20. Kapitel

29 5 12
                                    

Auf Zehenspitzen huschte Linda den Gang entlang. Wer hatte eigentlich eingerichtet, dass Elben solch gute Ohren hatten! Sie selbst war leider keine und verursachte dementsprechend geringfügigen Lärm beim Laufen. Ihre Anwesenheit konnte sie den Gästen gut erklären, doch den Topf voll Essensresten unter ihrem Arm weniger.

Was ein Glück, dass Tauriels Zimmer direkt neben ihrem lag. Sie drückte vorsichtig die Türklinke hinunter, ein leises Flüstern empfang das Mädchen. „Alles gut, ich bin wach."

Erleichtert, die Wache nicht in ihrem Schlummer gestört zu haben, reckte die junge Frau die Beute triumphierend in die Höhe. „Schau mal, was ich heute alles für dich dabei habe! Es tut mir leid, dass es so spät geworden ist."
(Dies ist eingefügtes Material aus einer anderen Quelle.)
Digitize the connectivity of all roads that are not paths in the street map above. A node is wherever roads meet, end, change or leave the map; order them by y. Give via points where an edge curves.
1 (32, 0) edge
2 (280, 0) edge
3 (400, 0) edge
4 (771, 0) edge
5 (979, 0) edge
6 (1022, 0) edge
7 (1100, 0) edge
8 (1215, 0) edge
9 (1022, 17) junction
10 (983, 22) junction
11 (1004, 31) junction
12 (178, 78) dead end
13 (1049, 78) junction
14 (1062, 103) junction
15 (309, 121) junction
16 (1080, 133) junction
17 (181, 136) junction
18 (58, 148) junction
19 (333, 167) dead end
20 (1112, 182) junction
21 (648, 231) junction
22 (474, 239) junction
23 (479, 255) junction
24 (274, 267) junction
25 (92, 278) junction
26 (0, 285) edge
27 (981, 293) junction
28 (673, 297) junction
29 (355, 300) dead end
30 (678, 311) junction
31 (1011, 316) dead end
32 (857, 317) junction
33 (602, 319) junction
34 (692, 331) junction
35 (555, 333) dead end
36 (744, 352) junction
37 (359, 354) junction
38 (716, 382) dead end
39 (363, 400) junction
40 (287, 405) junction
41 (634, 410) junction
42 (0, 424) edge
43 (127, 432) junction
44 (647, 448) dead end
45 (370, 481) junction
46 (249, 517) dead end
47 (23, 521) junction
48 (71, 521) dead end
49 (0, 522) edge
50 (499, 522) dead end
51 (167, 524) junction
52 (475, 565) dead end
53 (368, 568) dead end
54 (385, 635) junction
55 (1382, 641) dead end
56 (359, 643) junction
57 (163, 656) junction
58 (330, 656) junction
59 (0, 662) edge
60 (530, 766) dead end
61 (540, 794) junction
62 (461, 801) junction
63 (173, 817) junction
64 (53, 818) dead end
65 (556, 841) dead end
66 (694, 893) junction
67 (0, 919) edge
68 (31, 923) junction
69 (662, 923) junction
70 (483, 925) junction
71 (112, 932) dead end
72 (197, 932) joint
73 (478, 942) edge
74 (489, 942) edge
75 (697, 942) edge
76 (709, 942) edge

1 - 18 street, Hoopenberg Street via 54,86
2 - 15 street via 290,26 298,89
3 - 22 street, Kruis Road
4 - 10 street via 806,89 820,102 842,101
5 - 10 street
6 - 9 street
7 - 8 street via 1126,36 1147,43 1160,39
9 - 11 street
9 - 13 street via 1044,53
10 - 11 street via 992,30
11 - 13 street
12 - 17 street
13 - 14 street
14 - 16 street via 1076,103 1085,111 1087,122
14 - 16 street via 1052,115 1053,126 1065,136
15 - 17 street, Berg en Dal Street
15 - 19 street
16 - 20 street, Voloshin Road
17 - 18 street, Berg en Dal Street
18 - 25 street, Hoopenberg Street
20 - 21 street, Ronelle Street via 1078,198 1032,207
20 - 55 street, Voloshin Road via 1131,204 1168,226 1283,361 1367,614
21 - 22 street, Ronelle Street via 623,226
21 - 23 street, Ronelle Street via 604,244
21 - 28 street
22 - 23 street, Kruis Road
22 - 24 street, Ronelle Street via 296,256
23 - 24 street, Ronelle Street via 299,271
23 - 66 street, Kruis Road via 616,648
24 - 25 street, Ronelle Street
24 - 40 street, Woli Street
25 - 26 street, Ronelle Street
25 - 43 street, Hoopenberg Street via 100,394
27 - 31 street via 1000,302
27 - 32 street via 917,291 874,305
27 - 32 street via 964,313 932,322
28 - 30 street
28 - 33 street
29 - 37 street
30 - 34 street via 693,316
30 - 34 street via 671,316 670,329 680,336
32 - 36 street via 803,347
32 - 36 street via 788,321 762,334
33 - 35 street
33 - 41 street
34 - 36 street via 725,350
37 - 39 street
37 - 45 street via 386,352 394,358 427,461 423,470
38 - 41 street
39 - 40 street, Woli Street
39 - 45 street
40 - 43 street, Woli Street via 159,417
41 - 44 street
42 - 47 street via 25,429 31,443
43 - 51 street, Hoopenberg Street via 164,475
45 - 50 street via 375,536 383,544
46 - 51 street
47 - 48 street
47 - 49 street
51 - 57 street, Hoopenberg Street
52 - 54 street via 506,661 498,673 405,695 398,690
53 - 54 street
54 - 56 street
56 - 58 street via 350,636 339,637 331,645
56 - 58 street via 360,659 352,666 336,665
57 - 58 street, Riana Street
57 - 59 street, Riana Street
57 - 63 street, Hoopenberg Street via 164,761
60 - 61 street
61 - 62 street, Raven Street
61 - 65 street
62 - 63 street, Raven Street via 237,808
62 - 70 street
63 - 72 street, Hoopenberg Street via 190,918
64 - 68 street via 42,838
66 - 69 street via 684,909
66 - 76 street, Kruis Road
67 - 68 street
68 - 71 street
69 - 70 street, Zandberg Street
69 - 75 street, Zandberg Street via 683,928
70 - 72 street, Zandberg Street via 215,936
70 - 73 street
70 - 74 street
„Kein Problem", winkte die Rothaarige ab. „Óin war vorhin da und entließ mich aus seinen Diensten. Mein Bein sollte soweit geheilt sein, jedoch muss ich bald eine Belastungsprobe durchführen, unter seiner Aufsicht."

Währenddessen kramte die Zwergenlaie einen frischen Teller hervor und füllte den Krug mit Wasser neu auf. Sie schmunzelte insgeheim. Die Elbin redete in diesem Zimmer sehr viel mehr als sonst – doch wer sollte es ihr übel nehmen, jeder würde eingesperrt in dieser dunklen Kammer alle Gelegenheiten nutzen, mit echten Individuen zu reden.

„Genug von mir, es ist ohnehin jede Stunde nur dasselbe. Wie weit sind die Gespräche gekommen? Hast du ein gutes Gefühl?", endete Tauriel ihren Redefluss.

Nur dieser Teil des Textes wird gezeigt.